Use dados fictícios, simule a rotina completa e envolva as pessoas que realmente usam o sistema antes de levar informações de pacientes para uma nova plataforma.

  • Pedir o registro de suboperadores e conferir países e mecanismo de transferência
  • Simular um pedido de titular do início ao fim antes de precisar dele de verdade
  • Gerar um pacote de acesso ao prontuário e conferir a integridade das seções
  • Revisar papéis e permissões sempre que alguém entrar ou sair da equipe
  • Confirmar quem pode exportar prontuário e onde essa ação fica registrada
  • Ler termos, privacidade e adendo de dados antes de cadastrar pacientes reais

Perguntas frequentes

Respostas diretas para avaliar o Cuspivo

Existe certificação de LGPD para software odontológico?

A LGPD não institui um selo obrigatório de certificação para software, e a Cuspivo não anuncia certificação de privacidade. O que a clínica pode conferir são práticas verificáveis: registro de suboperadores com países e mecanismo de transferência, calendário de retenção, trilha de auditoria, controle de acesso por papel e exportação com verificação de integridade.

Prontuário digital é seguro?

Nenhum sistema é imune a incidentes, então a pergunta útil é qual controle existe e o que fica registrado. No Cuspivo, o acesso é sempre por HTTPS, cada organização é isolada pelo próprio banco, a entrada pode exigir verificação em duas etapas, as permissões são por papel e por unidade, e todo acesso a dado de saúde é marcado em uma trilha de auditoria encadeada por hash que a aplicação não pode editar.

Quem é responsável pelos dados dos pacientes: a clínica ou o Cuspivo?

A clínica é a controladora dos dados dos pacientes, porque é ela quem decide finalidade e meios do atendimento; a Cuspivo atua como operadora desses dados. Para cadastro da equipe, segurança da conta, cobrança e suporte, quem decide é a Cuspivo, e nessas atividades ela é a controladora. Essa divisão está descrita atividade por atividade no programa de privacidade do produto.

Por quanto tempo preciso guardar o prontuário odontológico?

A Lei 13.787/2018 fixa guarda mínima de vinte anos contados do último registro clínico. O Cuspivo trata esse prazo como piso: há uma trava no código que impede exclusão destrutiva do prontuário antes do prazo e enquanto houver bloqueio jurídico ativo. Por isso um pedido de eliminação pode ser atendido apenas em parte, com a negativa fundamentada por escrito.

Como respondo a um paciente que pede acesso ou portabilidade dos dados dele?

Registre o pedido na central de privacidade da clínica, escolhendo o tipo e o canal de entrada.

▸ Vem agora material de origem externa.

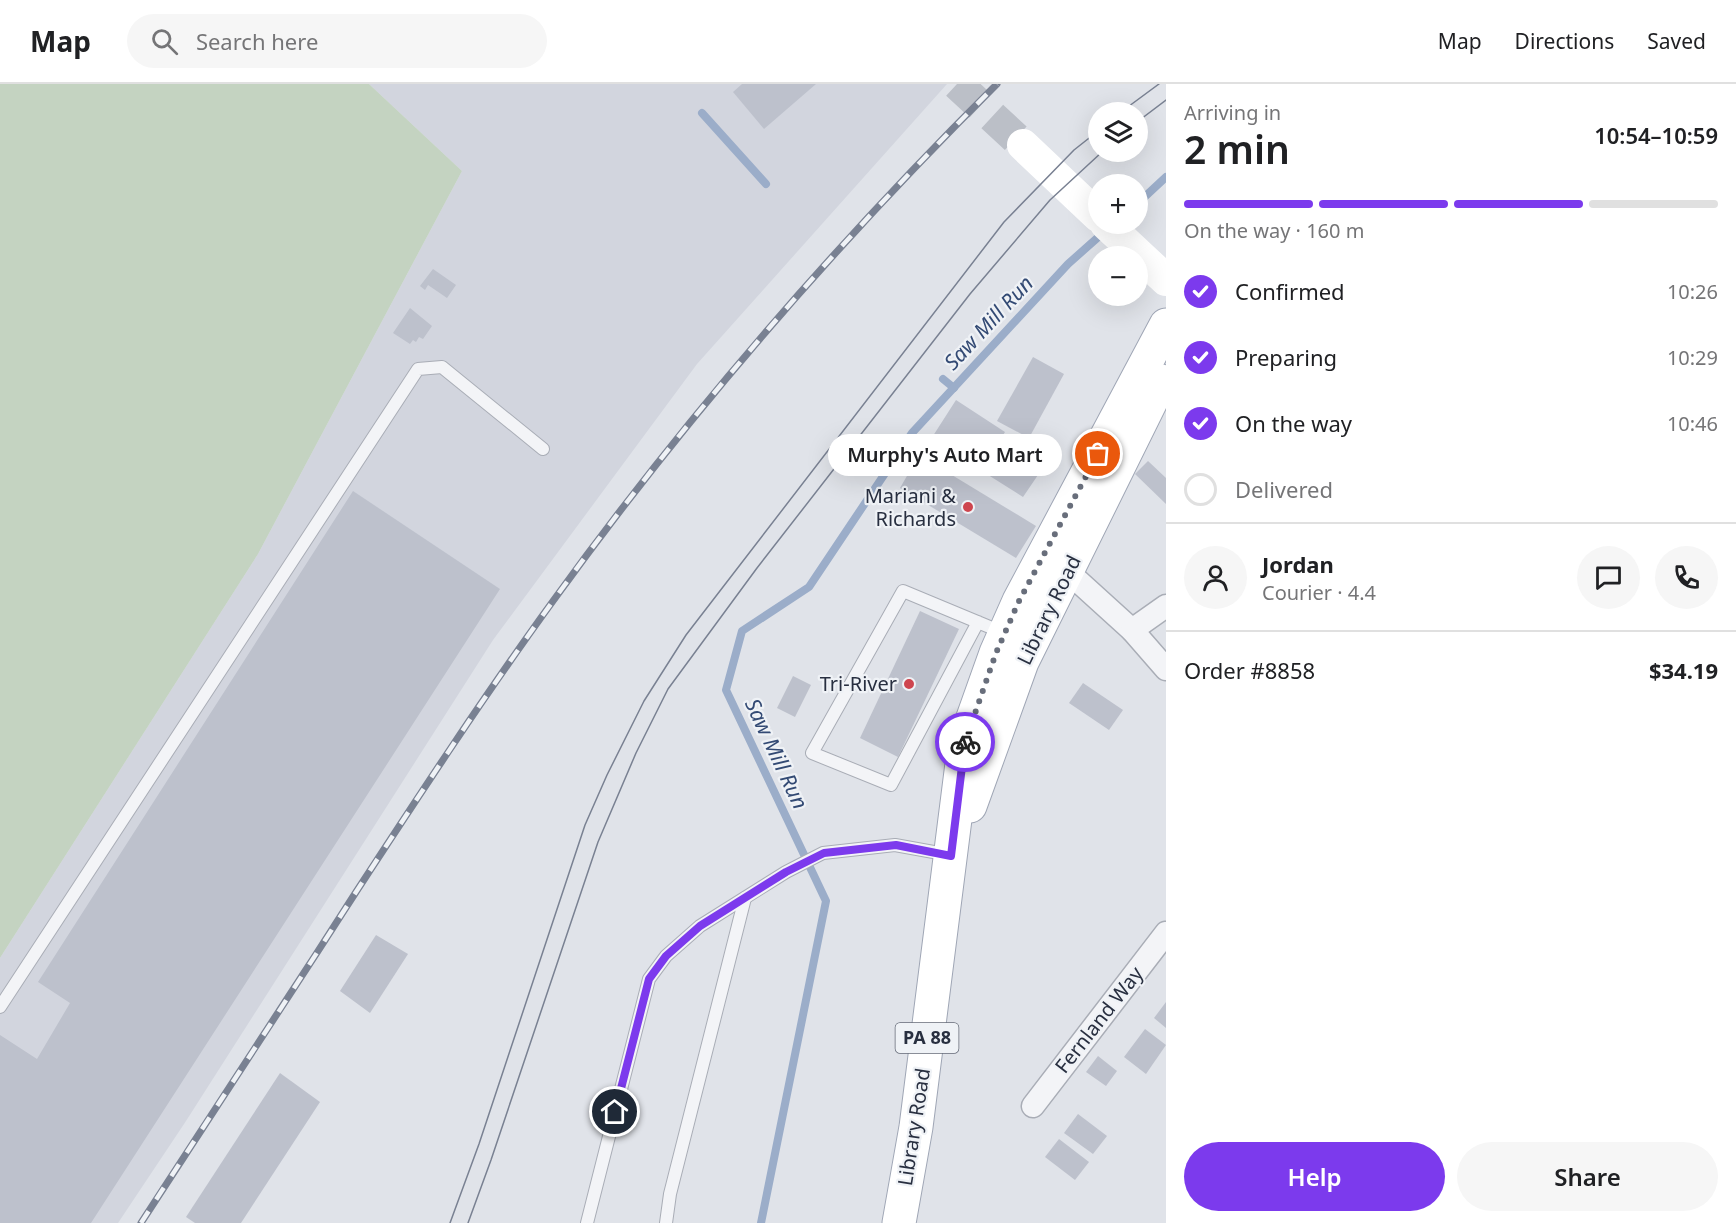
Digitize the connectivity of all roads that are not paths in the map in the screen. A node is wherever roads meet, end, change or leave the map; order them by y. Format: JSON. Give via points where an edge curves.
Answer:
{"nodes":[{"id":1,"x":1023,"y":145,"type":"tunnel mouth"},
{"id":2,"x":1088,"y":207,"type":"edge"},
{"id":3,"x":1116,"y":234,"type":"edge"},
{"id":4,"x":1166,"y":280,"type":"edge"},
{"id":5,"x":1166,"y":325,"type":"edge"},
{"id":6,"x":1166,"y":372,"type":"edge"},
{"id":7,"x":543,"y":449,"type":"dead end"},
{"id":8,"x":1068,"y":571,"type":"junction"},
{"id":9,"x":1166,"y":606,"type":"edge"},
{"id":10,"x":991,"y":628,"type":"junction"},
{"id":11,"x":1132,"y":630,"type":"junction"},
{"id":12,"x":1166,"y":669,"type":"edge"},
{"id":13,"x":951,"y":856,"type":"junction"},
{"id":14,"x":745,"y":898,"type":"junction"},
{"id":15,"x":1166,"y":933,"type":"edge"},
{"id":16,"x":0,"y":1007,"type":"edge"},
{"id":17,"x":1033,"y":1106,"type":"dead end"},
{"id":18,"x":899,"y":1222,"type":"edge"},
{"id":19,"x":587,"y":1223,"type":"edge"},
{"id":20,"x":666,"y":1223,"type":"edge"}],
"edges":[{"from":1,"to":2,"type":"main road"},
{"from":3,"to":4,"type":"main road"},
{"from":5,"to":10,"type":"main road","name":"Library Road","number":"PA 88","via":[[1019,601]]},
{"from":6,"to":8,"type":"main road","name":"Library Road","number":"PA 88"},
{"from":7,"to":16,"type":"lane","via":[[442,367],[418,369]]},
{"from":8,"to":11,"type":"street"},
{"from":8,"to":13,"type":"main road","name":"Library Road","number":"PA 88","via":[[1022,662]]},
{"from":9,"to":11,"type":"street"},
{"from":10,"to":10,"type":"lane","via":[[903,591],[812,753],[891,784]]},
{"from":10,"to":13,"type":"main road","name":"Library Road","number":"PA 88","via":[[996,653],[965,740]]},
{"from":11,"to":12,"type":"street"},
{"from":13,"to":14,"type":"lane","via":[[896,845],[824,853]]},
{"from":13,"to":18,"type":"main road","name":"Library Road","number":"PA 88","via":[[916,1127]]},
{"from":14,"to":19,"type":"lane","via":[[700,926],[666,956],[649,979]]},
{"from":14,"to":20,"type":"lane"},
{"from":15,"to":17,"type":"street","name":"Fernland Way"}]}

O sistema calcula o prazo de quinze dias, sinaliza atraso, guarda a verificação de identidade e mantém o histórico de cada transição com autor e nota. Para acesso e portabilidade, é possível gerar um pacote do prontuário em JSON, com hash SHA-256 por seção e do pacote inteiro, vinculado ao pedido.

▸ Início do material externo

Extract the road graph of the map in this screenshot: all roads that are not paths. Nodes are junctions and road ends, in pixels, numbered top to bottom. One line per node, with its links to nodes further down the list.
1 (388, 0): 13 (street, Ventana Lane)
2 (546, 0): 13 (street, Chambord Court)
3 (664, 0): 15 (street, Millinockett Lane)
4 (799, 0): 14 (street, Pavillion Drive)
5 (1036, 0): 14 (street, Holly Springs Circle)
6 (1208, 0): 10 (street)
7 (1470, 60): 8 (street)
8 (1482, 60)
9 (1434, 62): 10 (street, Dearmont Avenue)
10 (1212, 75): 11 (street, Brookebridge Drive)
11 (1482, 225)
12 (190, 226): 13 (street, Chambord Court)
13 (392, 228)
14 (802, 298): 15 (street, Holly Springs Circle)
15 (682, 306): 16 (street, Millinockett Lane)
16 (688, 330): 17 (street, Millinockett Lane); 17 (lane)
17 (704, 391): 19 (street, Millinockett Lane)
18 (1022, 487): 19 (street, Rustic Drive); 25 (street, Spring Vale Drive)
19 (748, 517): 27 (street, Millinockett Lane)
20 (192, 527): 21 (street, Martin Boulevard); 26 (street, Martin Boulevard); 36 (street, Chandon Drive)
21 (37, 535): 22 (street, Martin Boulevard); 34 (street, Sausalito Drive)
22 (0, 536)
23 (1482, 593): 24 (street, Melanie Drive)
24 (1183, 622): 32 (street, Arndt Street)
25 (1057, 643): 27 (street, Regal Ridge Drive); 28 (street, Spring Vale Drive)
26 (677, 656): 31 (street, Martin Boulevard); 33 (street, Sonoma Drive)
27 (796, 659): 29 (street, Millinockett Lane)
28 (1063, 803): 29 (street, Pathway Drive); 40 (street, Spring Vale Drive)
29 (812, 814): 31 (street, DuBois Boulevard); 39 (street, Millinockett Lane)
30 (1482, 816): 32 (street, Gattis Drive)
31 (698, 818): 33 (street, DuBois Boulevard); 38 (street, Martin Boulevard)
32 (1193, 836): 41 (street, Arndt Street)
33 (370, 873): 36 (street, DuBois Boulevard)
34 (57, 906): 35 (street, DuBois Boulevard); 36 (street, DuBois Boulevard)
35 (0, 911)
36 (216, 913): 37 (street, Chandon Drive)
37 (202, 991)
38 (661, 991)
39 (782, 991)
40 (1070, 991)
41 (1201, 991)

Consigo levar meus dados embora se decidir sair?

Sim. O Cuspivo não reivindica propriedade sobre os dados da clínica, e o pacote de prontuário por paciente cobre as seções suportadas do registro clínico, financeiro e assistencial, com verificação de integridade. Antes de contratar, vale testar a exportação que interessa à sua rotina e confirmar quem, na equipe, tem permissão para executá-la.

Quem da minha equipe consegue ver o prontuário?

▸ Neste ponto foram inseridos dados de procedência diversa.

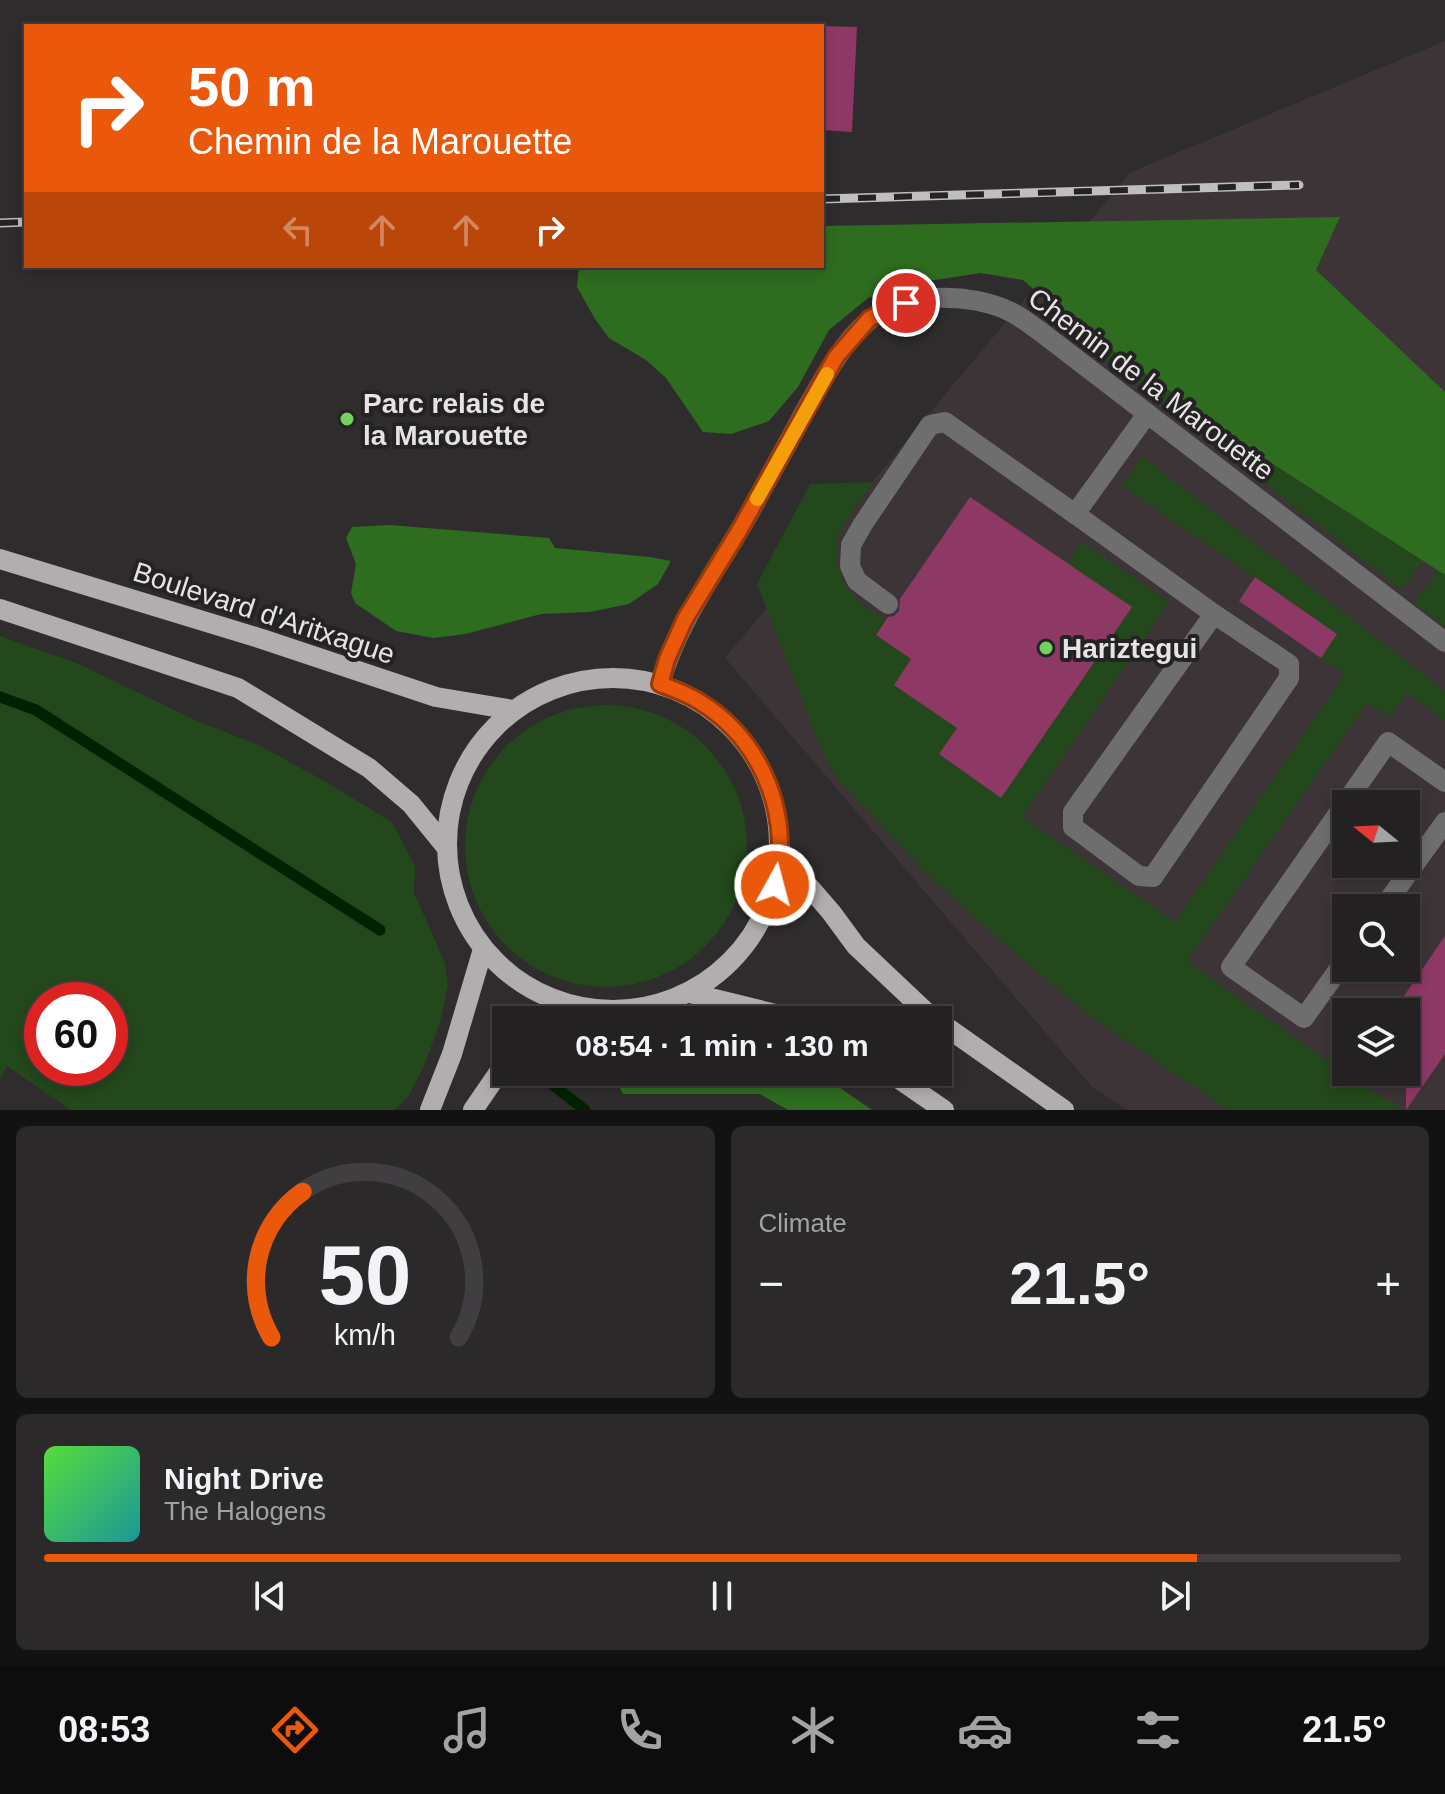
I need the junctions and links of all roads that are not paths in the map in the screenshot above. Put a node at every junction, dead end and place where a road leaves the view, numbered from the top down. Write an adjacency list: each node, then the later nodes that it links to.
1 (1147, 414): 2 (street); 7 (street, Chemin de la Marouette); 8 (street, Chemin de la Marouette)
2 (1075, 514): 4 (street); 6 (street)
3 (0, 559): 9 (main road, Boulevard d'Aritxague)
4 (888, 604)
5 (0, 609): 12 (main road)
6 (1214, 614): 6 (street)
7 (1445, 642)
8 (660, 684): 9 (main road); 13 (main road)
9 (513, 710): 12 (main road)
10 (1445, 782): 16 (street)
11 (1445, 822): 14 (street)
12 (446, 847): 15 (main road)
13 (779, 852): 17 (main road); 21 (main road)
14 (1393, 894)
15 (483, 949): 18 (main road); 25 (main road)
16 (1332, 979)
17 (690, 993): 19 (main road); 20 (main road)
18 (570, 1006)
19 (655, 1006)
20 (743, 1006)
21 (920, 1006)
22 (952, 1031): 28 (main road)
23 (492, 1082): 26 (main road)
24 (909, 1086): 27 (main road)
25 (430, 1110)
26 (473, 1110)
27 (944, 1110)
28 (1064, 1110)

Apenas quem tem a capacidade correspondente no papel atribuído e vínculo com a unidade do paciente. O dono da clínica delega capacidades a papéis, algumas permanecem exclusivas dele, e a interface esconde ações que a pessoa não pode executar. Mudanças de papel ou de escopo invalidam sessões anteriores, e o acesso a dado de saúde fica marcado na trilha de auditoria.

O Cuspivo usa dados de pacientes para treinar inteligência artificial?

O uso de dados de paciente para treinamento é tratado como pré-condição negada: retenção zero no provedor e exclusão de uso para treinamento estão entre os requisitos declarados para a análise assistida de imagem, junto de cláusulas de transferência internacional válidas e confirmação item a item pelo dentista. Enquanto essas evidências não estiverem completas, o recurso permanece bloqueado tecnicamente.